CAS as portal-internal software library

One of the reasons uPortal ships using CAS by default and that the uPortal developers and maintainers were attracted to this architecture of using CAS by default is that CAS is a good software library and solution for accomplishing user login with pluggable APIs and numerous available free and open source implementations of those APIs. That is, rather than uPortal developing additional implementations of its own authentication APIs to integrate with various backing stores of credentials, the project leverages CAS and CAS APIs as the place to accomplish those integrations. You can treat CAS as simply the portal-internal implementation of how to accomplish authenticating users.

CAS as portal-specific single sign-on platform

Going beyond just using CAS as the API for authenticating users, deploying CAS with uPortal provides portal-local single sign on. This needn't entail institutional implementation of Web SSO – you can treat this as a portal-specific feature. By providing CAS in uPortal, you can now use CAS to accomplish single sign on from your portal to applications.

CAS as enterprise Web single sign-on platform

Of course, CAS doesn't require uPortal any more than uPortal requires CAS. CAS is a successful and free standing enterprise Web SSO product in its own right. Rather than adopting CAS as part of the portal, CAS can be separately adopted as an enterprise Web SSO solution and uPortal configured to make use of it.

Advantages and Disadvantages of adopting CAS

  • CAS is advantageous and valuable in that it is an enterprise Web SSO platform and includes features for accomplishing single sign on without credential replay.
  • Accidentally implementing CAS because it ships with uPortal may be disadvantageous in that adopting a Web SSO platform may be an important decision to be made a little less casually and a little more deliberately. 

How CAS relates to the Gateway SSO Portlet

Implementing CAS doesn't preclude use of the Gateway SSO portlet for credential replay or for no-credentials-involved stepping through navigation of external applications.

For some Gateway SSO integrations, the single sign on can be accomplished without password replay by use of CAS. In those cases, use of the Gateway SSO portlet should be retired in favor of CAS single sign on integrations.

An important difference between use of the Gateway SSO Portlet credential replay approach to accomplishing single sign on and the no-credential-replay enterprise single sign on integration approach of Jasig CAS is that whereas a Gateway SSO credential replay integration typically requires no change to the single-sign-on-participating-application, CASifying an application always requires some modification to the application to participate in CAS single sign on. In well-architected applications, this is a modest change to rely upon a CAS client library to participate in the CAS single sign on protocol. In some cases (where the application has strong opinions about and a lot of internal dependence on its internal modeling and use of the user credentials), "CASifying" an application can be significantly difficult.
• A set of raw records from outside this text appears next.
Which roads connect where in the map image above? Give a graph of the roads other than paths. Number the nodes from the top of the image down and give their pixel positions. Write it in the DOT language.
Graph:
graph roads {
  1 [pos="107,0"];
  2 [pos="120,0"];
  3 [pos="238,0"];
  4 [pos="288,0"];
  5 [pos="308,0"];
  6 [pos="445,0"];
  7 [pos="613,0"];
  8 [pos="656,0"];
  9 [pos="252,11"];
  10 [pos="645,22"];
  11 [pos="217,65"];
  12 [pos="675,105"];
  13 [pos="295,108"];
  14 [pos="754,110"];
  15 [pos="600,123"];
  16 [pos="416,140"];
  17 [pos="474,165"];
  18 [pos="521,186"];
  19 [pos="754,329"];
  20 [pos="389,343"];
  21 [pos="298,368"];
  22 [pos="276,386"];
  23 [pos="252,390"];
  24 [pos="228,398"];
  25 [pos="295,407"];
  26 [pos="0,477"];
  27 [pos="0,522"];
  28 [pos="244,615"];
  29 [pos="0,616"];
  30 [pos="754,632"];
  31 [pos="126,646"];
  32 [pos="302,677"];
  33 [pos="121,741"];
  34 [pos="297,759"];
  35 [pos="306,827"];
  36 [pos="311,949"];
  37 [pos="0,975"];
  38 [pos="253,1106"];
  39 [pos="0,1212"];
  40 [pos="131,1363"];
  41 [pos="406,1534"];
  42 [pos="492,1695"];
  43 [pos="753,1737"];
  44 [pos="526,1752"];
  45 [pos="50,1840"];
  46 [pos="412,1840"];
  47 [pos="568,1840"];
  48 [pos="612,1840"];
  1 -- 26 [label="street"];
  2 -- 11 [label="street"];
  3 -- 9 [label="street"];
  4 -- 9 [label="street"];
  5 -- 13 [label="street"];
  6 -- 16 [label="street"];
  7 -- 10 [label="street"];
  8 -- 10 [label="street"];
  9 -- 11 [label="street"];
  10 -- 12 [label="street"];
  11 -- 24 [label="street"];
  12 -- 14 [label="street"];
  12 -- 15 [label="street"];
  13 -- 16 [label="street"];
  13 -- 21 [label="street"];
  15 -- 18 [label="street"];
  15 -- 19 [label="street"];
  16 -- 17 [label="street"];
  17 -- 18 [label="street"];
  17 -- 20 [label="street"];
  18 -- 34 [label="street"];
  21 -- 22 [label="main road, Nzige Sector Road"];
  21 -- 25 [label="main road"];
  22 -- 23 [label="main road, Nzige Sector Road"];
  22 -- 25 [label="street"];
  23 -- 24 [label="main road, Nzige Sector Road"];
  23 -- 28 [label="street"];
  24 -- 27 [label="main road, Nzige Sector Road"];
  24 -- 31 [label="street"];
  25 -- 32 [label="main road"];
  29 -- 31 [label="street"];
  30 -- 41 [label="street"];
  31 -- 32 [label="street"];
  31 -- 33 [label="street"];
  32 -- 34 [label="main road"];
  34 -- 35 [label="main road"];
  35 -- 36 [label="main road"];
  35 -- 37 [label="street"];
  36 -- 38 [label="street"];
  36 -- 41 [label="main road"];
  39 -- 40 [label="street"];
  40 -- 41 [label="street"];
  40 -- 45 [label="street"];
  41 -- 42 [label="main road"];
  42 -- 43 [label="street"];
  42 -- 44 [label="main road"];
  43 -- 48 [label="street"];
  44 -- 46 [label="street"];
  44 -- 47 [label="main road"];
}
An optional free and open source add-on for CAS and for uPortal called "ClearPass" accomplishes conveying the credentials (password) from CAS to uPortal so that it can be available for continued credential replay usages through the Gateway SSO portlet and otherwise.

The Gateway SSO Portlet has some presentation options that do not have equivalent features in CAS. CAS does not have any opinion about how to present single sign on links in the portal or how applications ought to look framed into a portal. The Gateway SSO portlet is a portlet with some UI and presentation layer for presenting single sign on integrations. The look and feel of current Gateway SSO integrations can mostly be accomplished with CAS by using other portlets to present single sign on hyperlinks or perhaps by continued use of the Gateway SSO portlet while also using CAS.